Вероятно, он прочел в почтительной манере дворецкого скрытый вопрос и сомнение в том, что сейчас подходящее время устраивать сироткам экскурсию по чужому дому.
— Ничего не трогайте, — приказала дама средних лет, замыкающая процессию, — в ней сразу узнавалась матрона из сиротского приюта: не только по строгому коричневому платью и еще более строгому тону, но и по типичному для дам подобной профессии чепцу, совершенно безумному и не похожему ни на какой другой — напоминающему вывернутый наизнанку тюльпан из накрахмаленного белого хлопка, обшитый рюшами. Мне сразу захотелось нарисовать ее в виде коричневого маяка с округлым белым фонарем на верхушке.

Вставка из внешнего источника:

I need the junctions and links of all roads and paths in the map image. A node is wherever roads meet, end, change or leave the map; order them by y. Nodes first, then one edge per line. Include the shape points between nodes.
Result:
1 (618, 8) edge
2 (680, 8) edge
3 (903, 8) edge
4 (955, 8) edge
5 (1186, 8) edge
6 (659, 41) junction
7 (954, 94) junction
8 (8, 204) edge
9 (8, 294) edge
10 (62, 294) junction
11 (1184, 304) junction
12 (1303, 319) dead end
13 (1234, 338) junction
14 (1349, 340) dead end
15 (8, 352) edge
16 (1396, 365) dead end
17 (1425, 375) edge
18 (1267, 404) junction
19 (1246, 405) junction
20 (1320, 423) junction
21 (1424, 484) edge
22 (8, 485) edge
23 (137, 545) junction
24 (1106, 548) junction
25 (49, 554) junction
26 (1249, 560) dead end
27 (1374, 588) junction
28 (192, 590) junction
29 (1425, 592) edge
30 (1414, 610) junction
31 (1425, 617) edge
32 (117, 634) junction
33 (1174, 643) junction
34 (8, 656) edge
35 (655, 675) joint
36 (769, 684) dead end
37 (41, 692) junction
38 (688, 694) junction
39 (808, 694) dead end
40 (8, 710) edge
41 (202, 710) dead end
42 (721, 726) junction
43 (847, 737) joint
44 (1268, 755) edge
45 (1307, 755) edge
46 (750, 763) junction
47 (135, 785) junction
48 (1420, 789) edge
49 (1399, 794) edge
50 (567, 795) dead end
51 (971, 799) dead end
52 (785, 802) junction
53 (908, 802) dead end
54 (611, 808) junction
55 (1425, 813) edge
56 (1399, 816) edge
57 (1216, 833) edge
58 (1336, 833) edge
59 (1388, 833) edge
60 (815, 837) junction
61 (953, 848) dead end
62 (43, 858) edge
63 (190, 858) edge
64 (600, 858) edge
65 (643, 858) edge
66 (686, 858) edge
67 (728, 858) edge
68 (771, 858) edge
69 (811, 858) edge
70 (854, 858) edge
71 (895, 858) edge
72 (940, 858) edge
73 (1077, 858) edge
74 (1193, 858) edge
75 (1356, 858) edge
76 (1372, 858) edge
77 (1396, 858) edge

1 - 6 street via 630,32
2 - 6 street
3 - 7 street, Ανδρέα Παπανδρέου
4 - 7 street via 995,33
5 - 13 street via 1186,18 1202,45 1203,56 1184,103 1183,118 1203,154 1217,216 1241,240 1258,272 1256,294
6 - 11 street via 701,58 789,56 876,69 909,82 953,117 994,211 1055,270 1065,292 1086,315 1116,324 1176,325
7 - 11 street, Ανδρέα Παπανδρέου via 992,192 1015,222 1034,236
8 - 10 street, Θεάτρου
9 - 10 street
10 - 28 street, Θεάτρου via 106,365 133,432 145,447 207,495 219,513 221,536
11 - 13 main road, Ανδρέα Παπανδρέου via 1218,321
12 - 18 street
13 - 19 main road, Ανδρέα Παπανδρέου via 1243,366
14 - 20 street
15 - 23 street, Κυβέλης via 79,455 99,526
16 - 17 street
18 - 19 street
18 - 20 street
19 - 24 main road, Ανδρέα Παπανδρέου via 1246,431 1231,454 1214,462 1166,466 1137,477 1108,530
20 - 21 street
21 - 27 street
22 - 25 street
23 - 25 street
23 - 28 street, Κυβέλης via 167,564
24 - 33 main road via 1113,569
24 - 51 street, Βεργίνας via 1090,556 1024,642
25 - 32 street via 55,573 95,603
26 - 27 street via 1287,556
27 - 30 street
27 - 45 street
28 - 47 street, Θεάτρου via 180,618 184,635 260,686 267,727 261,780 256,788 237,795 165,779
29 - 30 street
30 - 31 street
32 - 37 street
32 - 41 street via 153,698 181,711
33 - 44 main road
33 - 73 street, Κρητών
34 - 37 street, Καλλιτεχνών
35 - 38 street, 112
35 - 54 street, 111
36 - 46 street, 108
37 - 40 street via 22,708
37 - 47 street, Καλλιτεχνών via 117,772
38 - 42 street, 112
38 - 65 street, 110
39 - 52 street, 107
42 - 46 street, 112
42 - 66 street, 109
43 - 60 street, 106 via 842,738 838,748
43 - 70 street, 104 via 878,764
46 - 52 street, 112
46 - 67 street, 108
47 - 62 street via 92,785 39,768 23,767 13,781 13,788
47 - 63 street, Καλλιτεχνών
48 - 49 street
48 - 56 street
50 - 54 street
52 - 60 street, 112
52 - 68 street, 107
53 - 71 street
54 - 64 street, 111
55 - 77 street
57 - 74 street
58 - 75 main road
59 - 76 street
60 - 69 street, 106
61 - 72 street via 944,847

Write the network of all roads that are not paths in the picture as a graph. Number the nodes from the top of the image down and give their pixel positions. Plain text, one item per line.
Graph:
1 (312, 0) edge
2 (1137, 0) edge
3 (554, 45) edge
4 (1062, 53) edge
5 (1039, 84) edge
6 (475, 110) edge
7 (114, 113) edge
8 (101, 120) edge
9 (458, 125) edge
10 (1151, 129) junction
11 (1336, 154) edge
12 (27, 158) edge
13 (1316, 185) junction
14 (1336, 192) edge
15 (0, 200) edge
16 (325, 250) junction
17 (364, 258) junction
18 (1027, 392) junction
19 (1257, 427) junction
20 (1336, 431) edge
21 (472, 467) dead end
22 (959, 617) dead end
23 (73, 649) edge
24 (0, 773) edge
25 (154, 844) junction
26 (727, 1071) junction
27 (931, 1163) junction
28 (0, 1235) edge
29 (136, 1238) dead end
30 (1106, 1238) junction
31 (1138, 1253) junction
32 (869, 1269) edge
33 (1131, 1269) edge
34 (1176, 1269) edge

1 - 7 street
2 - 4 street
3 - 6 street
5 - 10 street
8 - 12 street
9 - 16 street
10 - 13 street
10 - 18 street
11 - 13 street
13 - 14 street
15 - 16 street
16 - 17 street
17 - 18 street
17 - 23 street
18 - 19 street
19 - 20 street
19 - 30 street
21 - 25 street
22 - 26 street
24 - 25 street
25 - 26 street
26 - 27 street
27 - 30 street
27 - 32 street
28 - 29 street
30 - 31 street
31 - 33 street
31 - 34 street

— Прикажете доложить виконтессе? — спросил дворецкий. Только прозвучало это не как вопрос, а как предупреждение.
— Нет, зачем же? Я всего-то хочу показать малышкам, что их ждет, ха-ха! Если они пойдут работать прислугой в мой дом, ха-ха!
Неслыханное заявление — учитывая, что дом принадлежал вовсе не ему, и это было видно по тому, как держал себя с ним дворецкий. Суровый ухмыляющийся здоровяк, больше похожий на мастифа, чем на человека, прогремел:
— За мной, нищенки! — И двинулся вперед.
Сиротки медленно последовали за ним, крепко держась за руки и прижимаясь друг к другу, а на их лицах был написан не меньший ужас, чем я испытывала в эту минуту. Подгоняемые наставницей, они скрылись под лестницей, на которой я стояла, и исчезли из виду. И хотя я прекрасно понимала, что Господин Ха-ха меня не видел — а даже если бы увидел, то не узнал бы, — сердце мое колотилось в груди и, несмотря на то что леди никогда не потеют и даже не преют, моя кожа в ту минуту, как говорится, «блестела».